Pull every line containing "Right" from the entries.

─── RECORDS PROVIDED

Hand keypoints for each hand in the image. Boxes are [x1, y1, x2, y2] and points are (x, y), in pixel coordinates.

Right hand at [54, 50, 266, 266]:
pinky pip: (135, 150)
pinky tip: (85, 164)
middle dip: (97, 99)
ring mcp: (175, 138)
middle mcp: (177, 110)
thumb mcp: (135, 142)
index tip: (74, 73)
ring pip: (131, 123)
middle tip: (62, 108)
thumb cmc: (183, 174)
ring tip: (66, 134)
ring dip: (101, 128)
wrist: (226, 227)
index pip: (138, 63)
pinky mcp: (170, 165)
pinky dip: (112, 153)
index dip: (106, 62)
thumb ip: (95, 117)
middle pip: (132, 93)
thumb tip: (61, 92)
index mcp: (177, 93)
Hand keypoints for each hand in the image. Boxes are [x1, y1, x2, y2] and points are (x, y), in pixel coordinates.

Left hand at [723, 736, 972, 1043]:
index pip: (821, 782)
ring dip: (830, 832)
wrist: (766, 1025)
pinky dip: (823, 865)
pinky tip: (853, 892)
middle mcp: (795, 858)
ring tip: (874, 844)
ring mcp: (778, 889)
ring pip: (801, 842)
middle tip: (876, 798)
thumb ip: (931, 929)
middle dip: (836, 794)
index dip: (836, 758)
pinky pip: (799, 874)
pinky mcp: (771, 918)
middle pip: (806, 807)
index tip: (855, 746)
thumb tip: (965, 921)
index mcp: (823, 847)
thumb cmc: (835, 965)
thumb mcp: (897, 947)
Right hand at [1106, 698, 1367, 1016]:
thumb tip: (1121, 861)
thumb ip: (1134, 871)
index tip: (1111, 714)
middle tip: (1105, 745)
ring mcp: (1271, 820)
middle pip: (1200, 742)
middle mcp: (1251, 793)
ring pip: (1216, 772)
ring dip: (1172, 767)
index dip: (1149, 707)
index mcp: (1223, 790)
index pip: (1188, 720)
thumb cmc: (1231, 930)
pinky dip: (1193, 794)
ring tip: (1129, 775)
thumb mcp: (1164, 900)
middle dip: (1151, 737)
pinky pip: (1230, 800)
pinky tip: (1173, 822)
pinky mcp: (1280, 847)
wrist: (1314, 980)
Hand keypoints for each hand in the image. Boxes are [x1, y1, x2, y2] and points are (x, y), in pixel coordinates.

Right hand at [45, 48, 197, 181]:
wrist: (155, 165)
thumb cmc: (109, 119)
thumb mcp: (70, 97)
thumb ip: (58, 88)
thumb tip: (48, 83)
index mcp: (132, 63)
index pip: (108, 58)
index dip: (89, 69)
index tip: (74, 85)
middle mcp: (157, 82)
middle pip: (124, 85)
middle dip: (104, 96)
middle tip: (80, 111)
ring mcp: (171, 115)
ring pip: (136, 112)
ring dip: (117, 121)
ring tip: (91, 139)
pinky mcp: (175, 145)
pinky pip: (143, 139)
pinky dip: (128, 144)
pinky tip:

──────

# TASK RESULT:
Right hand at [54, 50, 266, 266]:
Right hand at [1106, 698, 1367, 1016]:
Right hand at [45, 48, 197, 181]:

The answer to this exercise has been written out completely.